■ Your goal:
Report back every line from the entries below in which the word "numbered" occurs.

[Collection entries]
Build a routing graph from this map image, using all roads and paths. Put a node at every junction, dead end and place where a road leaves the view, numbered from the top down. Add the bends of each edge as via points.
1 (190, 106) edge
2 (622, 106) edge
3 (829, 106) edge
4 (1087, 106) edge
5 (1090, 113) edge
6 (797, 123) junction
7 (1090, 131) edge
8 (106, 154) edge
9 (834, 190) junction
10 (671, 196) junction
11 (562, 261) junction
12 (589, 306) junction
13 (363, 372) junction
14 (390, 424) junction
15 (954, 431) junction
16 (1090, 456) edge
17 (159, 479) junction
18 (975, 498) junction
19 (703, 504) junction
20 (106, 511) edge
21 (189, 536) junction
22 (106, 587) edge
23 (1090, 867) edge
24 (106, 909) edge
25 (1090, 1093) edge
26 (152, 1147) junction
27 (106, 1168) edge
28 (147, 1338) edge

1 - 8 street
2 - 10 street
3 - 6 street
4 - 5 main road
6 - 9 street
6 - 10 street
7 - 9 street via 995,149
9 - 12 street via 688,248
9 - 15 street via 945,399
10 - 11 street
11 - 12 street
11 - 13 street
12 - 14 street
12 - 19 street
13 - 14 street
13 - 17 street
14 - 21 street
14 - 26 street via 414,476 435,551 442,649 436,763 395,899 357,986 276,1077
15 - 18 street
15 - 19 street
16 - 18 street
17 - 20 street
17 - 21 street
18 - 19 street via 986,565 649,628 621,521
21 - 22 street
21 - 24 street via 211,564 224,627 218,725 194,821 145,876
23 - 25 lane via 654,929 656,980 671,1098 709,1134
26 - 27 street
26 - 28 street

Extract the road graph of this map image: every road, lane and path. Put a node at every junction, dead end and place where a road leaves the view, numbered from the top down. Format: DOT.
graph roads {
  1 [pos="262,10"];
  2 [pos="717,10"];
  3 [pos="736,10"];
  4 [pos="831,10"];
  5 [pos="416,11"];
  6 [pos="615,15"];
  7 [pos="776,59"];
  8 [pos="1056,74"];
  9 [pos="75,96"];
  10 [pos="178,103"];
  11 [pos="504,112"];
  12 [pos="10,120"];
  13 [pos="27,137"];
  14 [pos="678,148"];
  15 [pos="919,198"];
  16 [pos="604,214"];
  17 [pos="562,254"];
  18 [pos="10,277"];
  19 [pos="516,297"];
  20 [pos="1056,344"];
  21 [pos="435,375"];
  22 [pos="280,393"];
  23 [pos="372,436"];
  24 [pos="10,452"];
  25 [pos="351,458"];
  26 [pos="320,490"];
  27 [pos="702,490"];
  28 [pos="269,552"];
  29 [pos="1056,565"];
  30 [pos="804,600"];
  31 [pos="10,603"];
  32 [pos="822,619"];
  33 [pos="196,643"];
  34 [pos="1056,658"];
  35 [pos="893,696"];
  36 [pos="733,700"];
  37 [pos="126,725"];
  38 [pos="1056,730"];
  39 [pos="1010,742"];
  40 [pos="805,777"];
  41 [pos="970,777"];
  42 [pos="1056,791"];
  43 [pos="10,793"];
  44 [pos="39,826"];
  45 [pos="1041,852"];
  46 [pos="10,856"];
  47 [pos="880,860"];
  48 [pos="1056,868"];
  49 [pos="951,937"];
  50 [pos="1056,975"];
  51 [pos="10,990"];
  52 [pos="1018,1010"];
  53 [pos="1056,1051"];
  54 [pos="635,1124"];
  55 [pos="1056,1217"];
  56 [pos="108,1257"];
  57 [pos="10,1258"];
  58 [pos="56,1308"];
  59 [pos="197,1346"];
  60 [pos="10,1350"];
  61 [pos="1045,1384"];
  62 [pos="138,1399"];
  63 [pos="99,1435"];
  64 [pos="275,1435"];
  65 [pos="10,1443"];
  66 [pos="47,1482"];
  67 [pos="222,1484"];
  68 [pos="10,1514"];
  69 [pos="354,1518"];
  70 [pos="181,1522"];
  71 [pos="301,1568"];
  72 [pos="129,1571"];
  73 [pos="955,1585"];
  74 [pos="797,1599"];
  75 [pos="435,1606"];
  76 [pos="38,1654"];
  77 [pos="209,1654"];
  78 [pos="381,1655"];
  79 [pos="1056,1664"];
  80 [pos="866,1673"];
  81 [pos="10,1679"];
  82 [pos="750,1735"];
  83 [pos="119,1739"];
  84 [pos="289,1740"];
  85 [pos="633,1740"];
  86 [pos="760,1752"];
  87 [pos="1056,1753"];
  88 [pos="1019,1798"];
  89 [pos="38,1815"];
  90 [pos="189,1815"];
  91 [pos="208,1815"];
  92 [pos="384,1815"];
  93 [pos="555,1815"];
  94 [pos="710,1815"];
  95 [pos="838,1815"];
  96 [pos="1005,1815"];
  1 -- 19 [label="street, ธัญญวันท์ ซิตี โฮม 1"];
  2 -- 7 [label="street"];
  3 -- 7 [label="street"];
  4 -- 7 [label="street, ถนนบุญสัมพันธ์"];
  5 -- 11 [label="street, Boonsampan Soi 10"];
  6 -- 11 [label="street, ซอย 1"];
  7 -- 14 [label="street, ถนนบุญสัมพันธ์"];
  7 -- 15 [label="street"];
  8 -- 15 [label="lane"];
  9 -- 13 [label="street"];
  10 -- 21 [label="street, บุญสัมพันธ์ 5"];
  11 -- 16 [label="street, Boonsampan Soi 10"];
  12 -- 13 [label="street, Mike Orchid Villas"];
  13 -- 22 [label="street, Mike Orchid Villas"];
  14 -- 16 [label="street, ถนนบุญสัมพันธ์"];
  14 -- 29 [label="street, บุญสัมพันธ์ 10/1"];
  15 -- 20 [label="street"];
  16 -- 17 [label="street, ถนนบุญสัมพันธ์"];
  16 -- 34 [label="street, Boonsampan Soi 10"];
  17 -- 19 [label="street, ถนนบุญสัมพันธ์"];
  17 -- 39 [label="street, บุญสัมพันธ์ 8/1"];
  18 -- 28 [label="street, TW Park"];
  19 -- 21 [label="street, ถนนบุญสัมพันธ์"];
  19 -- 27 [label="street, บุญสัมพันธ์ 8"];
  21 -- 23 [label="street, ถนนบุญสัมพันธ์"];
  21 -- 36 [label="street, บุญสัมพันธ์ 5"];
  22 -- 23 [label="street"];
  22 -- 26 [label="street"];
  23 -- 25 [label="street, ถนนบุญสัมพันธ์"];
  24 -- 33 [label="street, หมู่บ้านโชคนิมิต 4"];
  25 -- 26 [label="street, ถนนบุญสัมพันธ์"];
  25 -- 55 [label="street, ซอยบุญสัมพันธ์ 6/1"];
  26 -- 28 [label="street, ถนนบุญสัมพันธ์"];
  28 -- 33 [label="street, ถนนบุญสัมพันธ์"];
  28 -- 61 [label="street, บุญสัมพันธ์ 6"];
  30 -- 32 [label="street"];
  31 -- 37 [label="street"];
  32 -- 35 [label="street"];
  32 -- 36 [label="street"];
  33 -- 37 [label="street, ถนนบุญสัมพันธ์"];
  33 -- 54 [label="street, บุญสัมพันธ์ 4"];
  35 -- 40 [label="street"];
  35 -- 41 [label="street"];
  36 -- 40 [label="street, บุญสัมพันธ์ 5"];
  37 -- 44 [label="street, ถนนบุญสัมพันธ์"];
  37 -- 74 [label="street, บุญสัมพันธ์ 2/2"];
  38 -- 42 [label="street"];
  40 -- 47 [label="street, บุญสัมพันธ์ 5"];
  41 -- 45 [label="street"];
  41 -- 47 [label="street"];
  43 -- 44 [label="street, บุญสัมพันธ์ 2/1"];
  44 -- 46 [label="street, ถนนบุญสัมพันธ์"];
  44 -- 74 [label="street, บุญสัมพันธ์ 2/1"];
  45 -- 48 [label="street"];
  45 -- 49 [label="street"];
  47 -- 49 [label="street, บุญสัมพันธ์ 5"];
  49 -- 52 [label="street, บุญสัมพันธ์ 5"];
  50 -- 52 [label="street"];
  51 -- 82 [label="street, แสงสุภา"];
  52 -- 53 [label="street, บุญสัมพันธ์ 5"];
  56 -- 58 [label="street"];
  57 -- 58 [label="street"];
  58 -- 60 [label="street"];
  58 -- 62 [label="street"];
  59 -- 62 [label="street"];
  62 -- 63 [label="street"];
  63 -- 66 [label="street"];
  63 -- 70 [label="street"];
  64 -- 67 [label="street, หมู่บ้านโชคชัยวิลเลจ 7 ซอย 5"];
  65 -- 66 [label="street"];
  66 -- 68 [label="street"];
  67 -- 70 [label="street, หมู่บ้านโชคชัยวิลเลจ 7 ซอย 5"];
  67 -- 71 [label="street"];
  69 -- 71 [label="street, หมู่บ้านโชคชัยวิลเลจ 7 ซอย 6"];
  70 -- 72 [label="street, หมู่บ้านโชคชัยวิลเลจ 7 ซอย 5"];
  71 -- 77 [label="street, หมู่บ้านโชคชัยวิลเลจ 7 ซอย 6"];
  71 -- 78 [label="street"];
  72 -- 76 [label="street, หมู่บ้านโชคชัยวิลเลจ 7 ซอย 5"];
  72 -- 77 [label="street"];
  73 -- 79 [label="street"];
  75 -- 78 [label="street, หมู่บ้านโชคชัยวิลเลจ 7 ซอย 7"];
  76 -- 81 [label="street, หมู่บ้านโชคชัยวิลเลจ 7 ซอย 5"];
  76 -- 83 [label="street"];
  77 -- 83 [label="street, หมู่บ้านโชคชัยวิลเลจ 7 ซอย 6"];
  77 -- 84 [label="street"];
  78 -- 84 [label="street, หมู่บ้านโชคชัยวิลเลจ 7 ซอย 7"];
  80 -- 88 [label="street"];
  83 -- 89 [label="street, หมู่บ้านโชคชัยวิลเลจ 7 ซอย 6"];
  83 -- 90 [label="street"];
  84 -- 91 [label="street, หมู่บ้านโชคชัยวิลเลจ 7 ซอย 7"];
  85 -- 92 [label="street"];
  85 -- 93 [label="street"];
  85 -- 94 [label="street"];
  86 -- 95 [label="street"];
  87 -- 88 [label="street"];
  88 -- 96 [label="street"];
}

■ Response to this exercise:
Build a routing graph from this map image, using all roads and paths. Put a node at every junction, dead end and place where a road leaves the view, numbered from the top down. Add the bends of each edge as via points.
Extract the road graph of this map image: every road, lane and path. Put a node at every junction, dead end and place where a road leaves the view, numbered from the top down. Format: DOT.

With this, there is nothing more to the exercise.